The following steps will be used to solve the above problems.

Steps:

• Rank the digits of the number to be converted starting with 0 from right to left.
• For every digit in the number, multiply each of the digits by the number base value raised to the power of the rank value. I.e digit x (number base value)^{rank value} + digit x (number base value)^{rank value} ..., and simplify the expression gotten.
• Therefore, the result is the new number in base 10.

Soln: 4035₈ to base 10.

=> The number base value is 8.

=> Ranking : 4³ 0² 3¹ 5⁰ , the rank values = 3 2 1 0.

=> digit x (number base value)^{rank value} =

4x8³ + 0x8² + 3x8¹ + 5x8⁰

=> 4x(8x8x8) + 0x(8x8) + 3x8 + 5x1.

=> 4 x 512 + 0 x 64 + 24 + 5.

=> 2045 + 0 + 24 + 5 = 2077.

Therefore, 4035₈ to base 10 = 2077₁₀

Soln 2: 101101₂ to base 10

=> The number base value is 2.

=> Ranking : 1⁵ 0⁴ 1³ 1² 0¹ 1⁰ , the rank values = 5 4 3 2 1 0.

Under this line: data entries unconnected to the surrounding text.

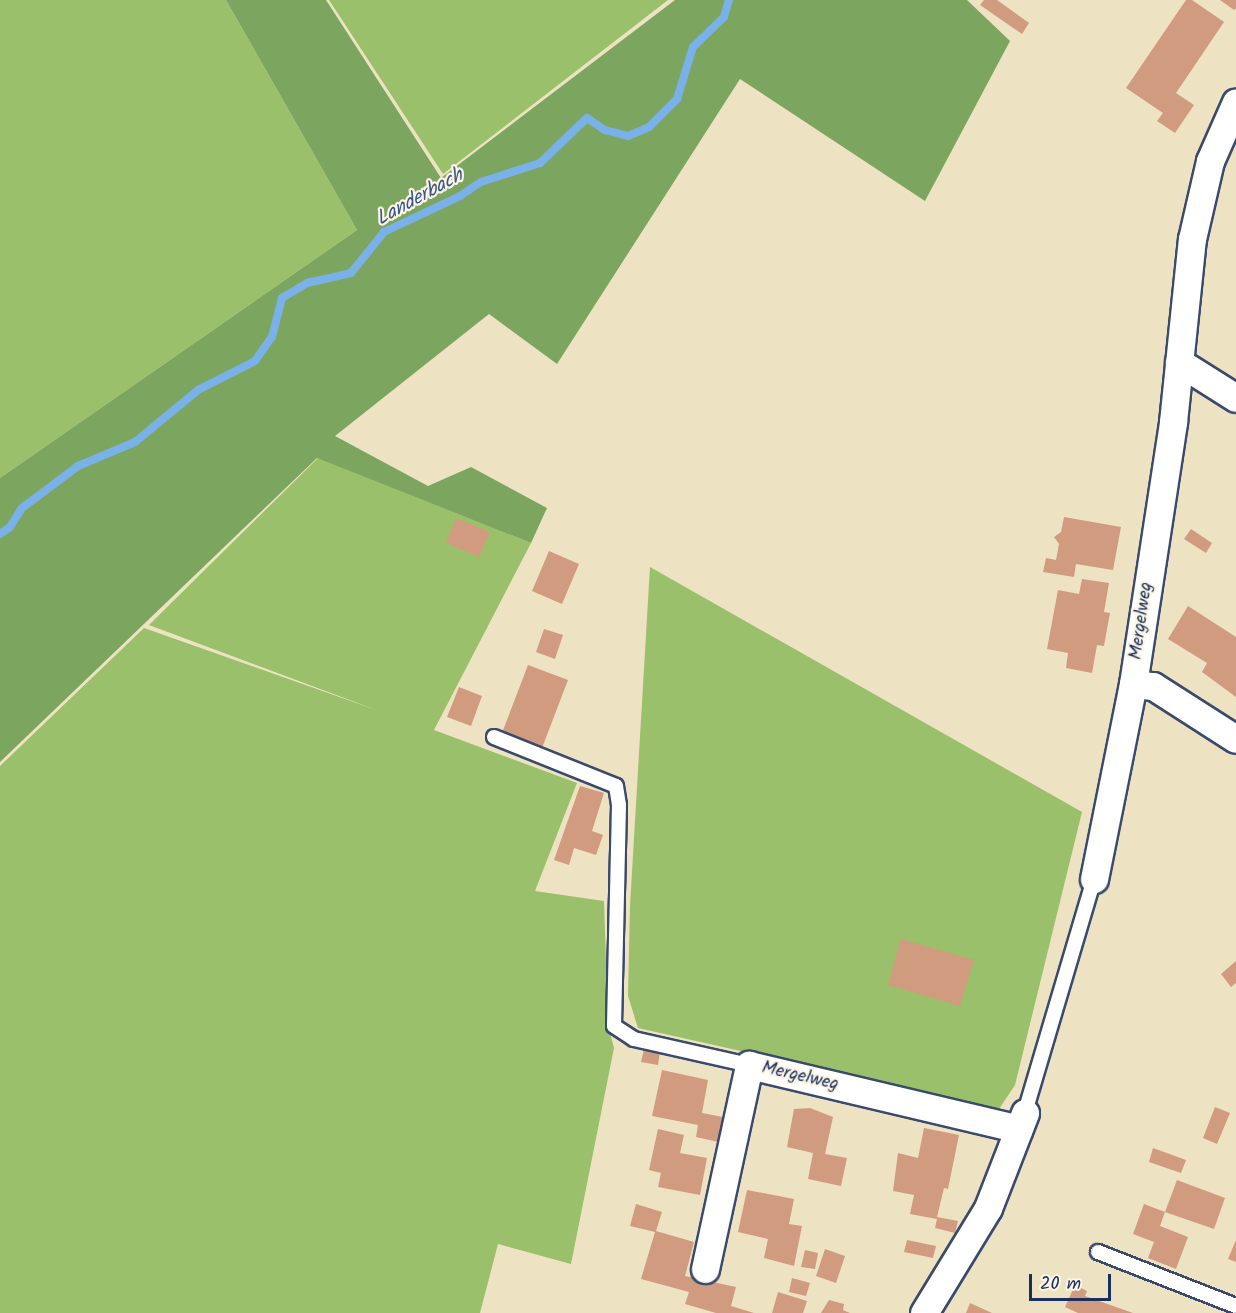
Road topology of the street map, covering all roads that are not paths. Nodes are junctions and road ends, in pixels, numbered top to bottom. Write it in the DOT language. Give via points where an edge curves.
graph roads {
  1 [pos="1236,102"];
  2 [pos="1179,362"];
  3 [pos="1236,398"];
  4 [pos="1133,684"];
  5 [pos="494,737"];
  6 [pos="1236,738"];
  7 [pos="1094,879"];
  8 [pos="749,1065"];
  9 [pos="1022,1120"];
  10 [pos="1098,1252"];
  11 [pos="705,1269"];
  12 [pos="1236,1306"];
  13 [pos="924,1313"];
  1 -- 2 [label="street, Mergelweg" via="1210,161 1192,239"];
  2 -- 3 [label="street"];
  2 -- 4 [label="street, Mergelweg"];
  4 -- 6 [label="street" via="1153,686"];
  4 -- 7 [label="street, Mergelweg"];
  5 -- 8 [label="lane" via="616,786 615,1026 634,1039"];
  7 -- 9 [label="lane"];
  8 -- 9 [label="street, Mergelweg"];
  8 -- 11 [label="street, Mergelweg"];
  9 -- 13 [label="street" via="988,1208"];
  10 -- 12 [label="lane"];
}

=> 1x2⁵ + 0x2⁴ + 1x2³ + 1x2² + 0x2¹ + 1x2⁰

=> 1x(2x2x2x2x2) + 0x(2x2x2x2) + 1x(2x2x2) + 1x(2x2) + 0x2 + 1x1.

=> 1 x 32 + 0 x 16 + 1 x 8 + 1 x 4 + 0x2 + 1x1.

=> 32 + 0 + 8 + 4 + 0 + 1 = 45.

Therefore, 101101₂ to base 10 = 45₁₀

Summary / Conclusion :

• In indices, any number raised to power 0 is 1.
• In multiplication, any number multiplied by 0 is 0.

Exercise : convert 45₆ to base 10